Search the listing below for "Șantierului". Copy each matching line.
-- Records for the exercise follows --
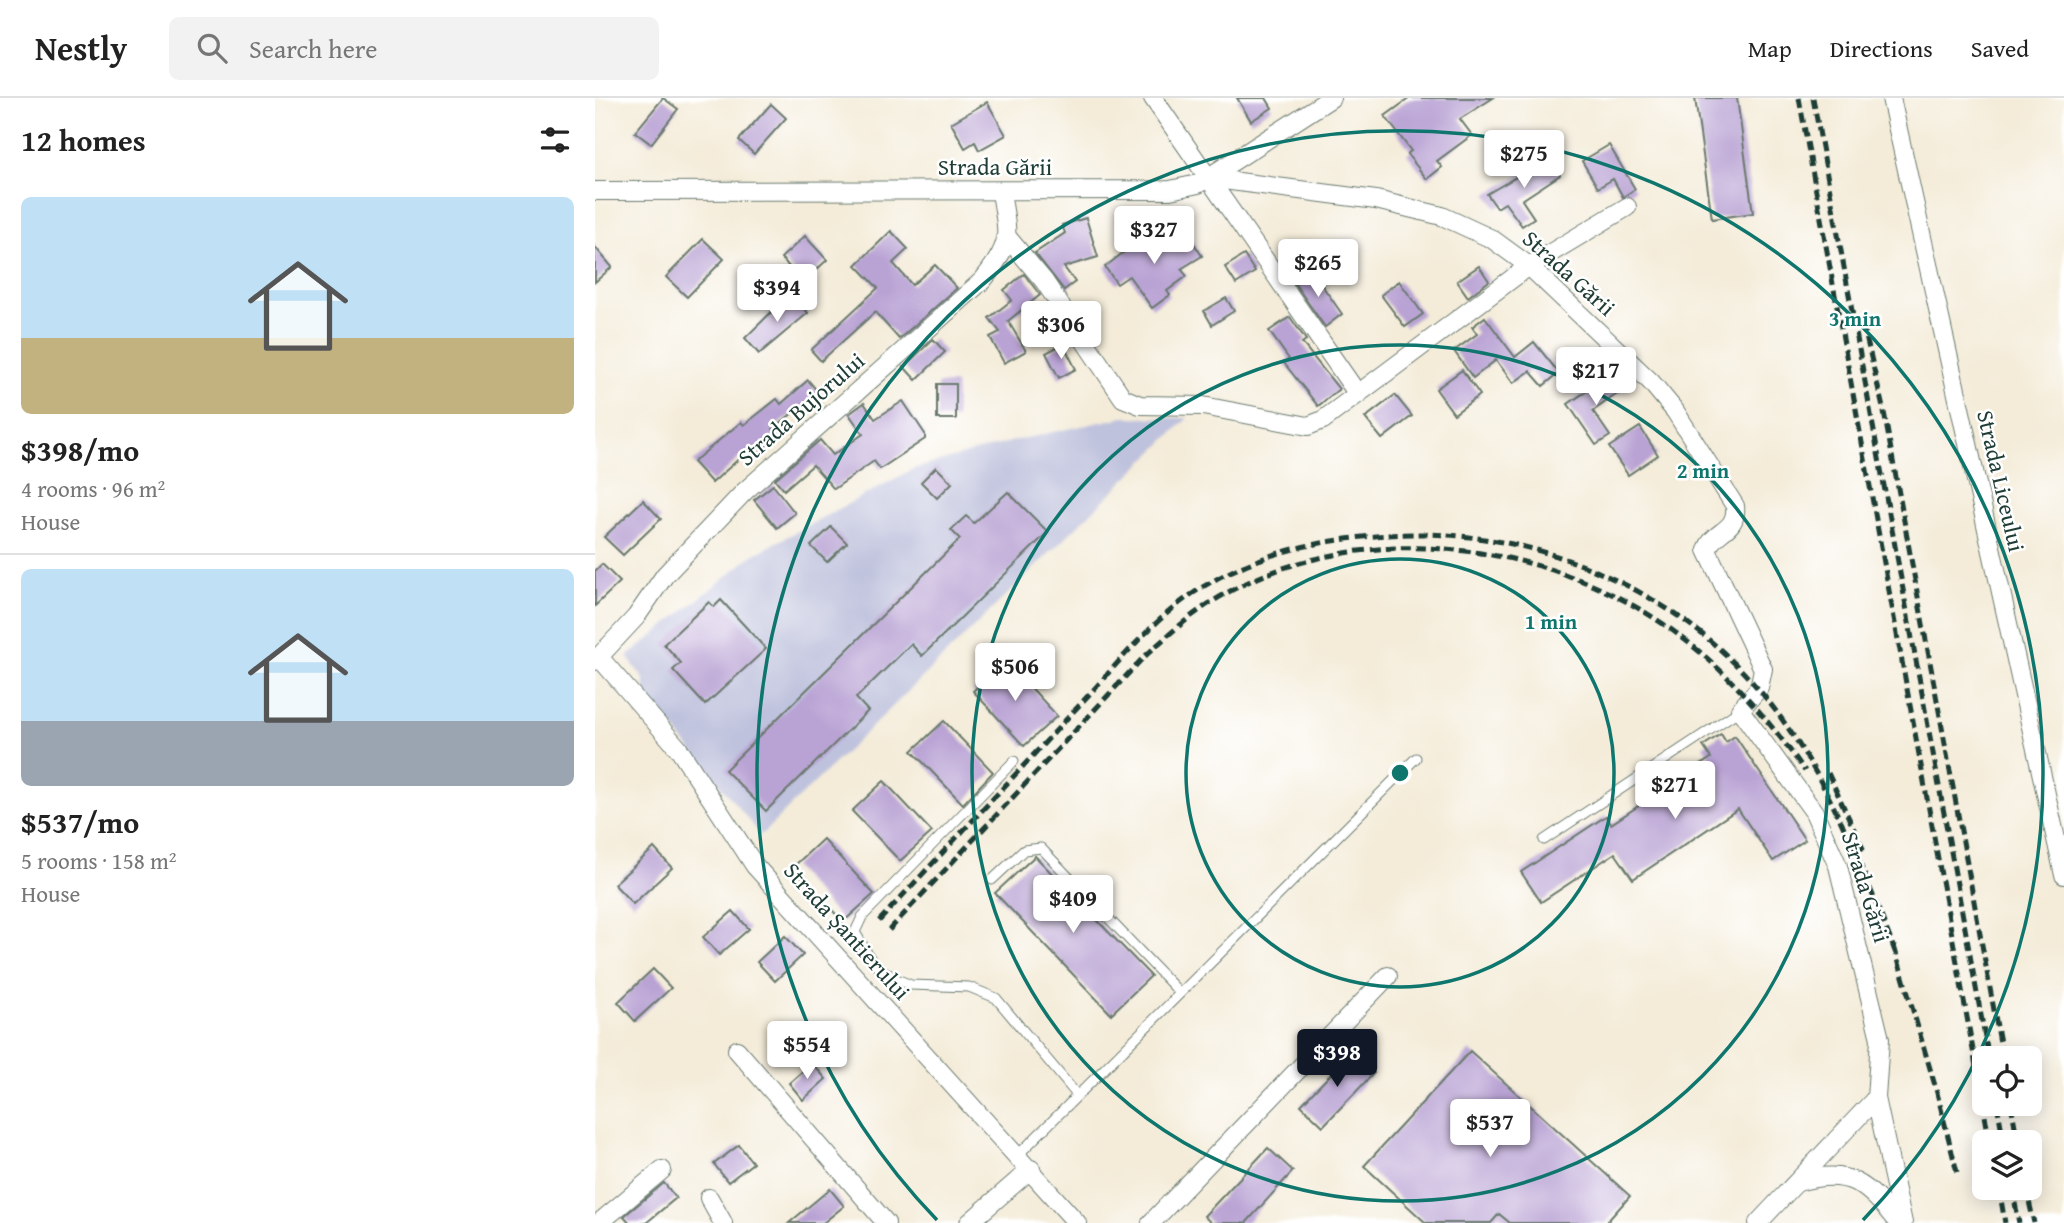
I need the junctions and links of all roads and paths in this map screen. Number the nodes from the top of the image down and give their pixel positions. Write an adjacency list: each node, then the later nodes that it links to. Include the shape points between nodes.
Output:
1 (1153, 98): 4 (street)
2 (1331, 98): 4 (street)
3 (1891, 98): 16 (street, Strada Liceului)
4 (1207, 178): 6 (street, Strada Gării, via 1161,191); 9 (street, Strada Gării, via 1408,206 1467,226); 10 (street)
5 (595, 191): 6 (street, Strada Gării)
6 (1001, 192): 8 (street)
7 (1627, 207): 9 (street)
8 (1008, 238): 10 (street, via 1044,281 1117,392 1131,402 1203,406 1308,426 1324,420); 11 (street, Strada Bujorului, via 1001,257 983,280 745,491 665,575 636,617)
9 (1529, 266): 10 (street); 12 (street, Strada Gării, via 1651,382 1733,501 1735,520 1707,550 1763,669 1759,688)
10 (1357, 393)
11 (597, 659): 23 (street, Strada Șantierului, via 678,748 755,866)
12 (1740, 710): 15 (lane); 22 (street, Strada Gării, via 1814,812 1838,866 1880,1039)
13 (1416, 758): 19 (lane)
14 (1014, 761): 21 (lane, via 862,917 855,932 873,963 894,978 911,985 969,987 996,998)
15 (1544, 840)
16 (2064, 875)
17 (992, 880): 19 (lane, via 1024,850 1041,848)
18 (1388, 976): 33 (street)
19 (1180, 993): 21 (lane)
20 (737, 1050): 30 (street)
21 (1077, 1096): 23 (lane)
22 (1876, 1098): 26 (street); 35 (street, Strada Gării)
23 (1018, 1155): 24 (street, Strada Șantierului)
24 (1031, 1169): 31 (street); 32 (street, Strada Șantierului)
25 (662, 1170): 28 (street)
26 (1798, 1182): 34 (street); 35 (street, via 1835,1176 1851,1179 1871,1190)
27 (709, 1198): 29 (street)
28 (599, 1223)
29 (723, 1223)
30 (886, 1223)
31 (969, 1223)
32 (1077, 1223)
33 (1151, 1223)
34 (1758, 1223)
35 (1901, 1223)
-- Records for the exercise concluded --
-- Records for the exercise follows --
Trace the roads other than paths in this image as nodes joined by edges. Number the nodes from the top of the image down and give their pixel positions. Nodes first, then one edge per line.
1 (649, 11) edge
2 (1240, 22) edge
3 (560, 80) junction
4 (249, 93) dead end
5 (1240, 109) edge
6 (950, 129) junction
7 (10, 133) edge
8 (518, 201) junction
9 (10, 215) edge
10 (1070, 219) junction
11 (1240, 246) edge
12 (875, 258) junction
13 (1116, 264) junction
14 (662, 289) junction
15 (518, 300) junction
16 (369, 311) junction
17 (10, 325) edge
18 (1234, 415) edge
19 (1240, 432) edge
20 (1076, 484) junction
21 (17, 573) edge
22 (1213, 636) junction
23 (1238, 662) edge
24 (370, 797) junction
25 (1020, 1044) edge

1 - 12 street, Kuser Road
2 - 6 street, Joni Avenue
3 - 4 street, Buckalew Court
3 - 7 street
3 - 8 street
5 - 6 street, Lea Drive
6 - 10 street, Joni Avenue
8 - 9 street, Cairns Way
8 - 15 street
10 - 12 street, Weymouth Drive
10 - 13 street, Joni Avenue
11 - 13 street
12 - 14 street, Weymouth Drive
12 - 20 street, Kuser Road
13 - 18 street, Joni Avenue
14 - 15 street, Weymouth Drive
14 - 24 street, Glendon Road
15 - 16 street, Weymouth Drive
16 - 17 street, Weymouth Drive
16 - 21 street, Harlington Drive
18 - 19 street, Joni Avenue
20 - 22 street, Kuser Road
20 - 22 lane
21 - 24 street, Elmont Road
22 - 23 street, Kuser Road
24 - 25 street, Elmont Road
-- Records for the exercise concluded --
> _Response to the task_
11 (597, 659): 23 (street, Strada Șantierului, via 678,748 755,866)
23 (1018, 1155): 24 (street, Strada Șantierului)
24 (1031, 1169): 31 (street); 32 (street, Strada Șantierului)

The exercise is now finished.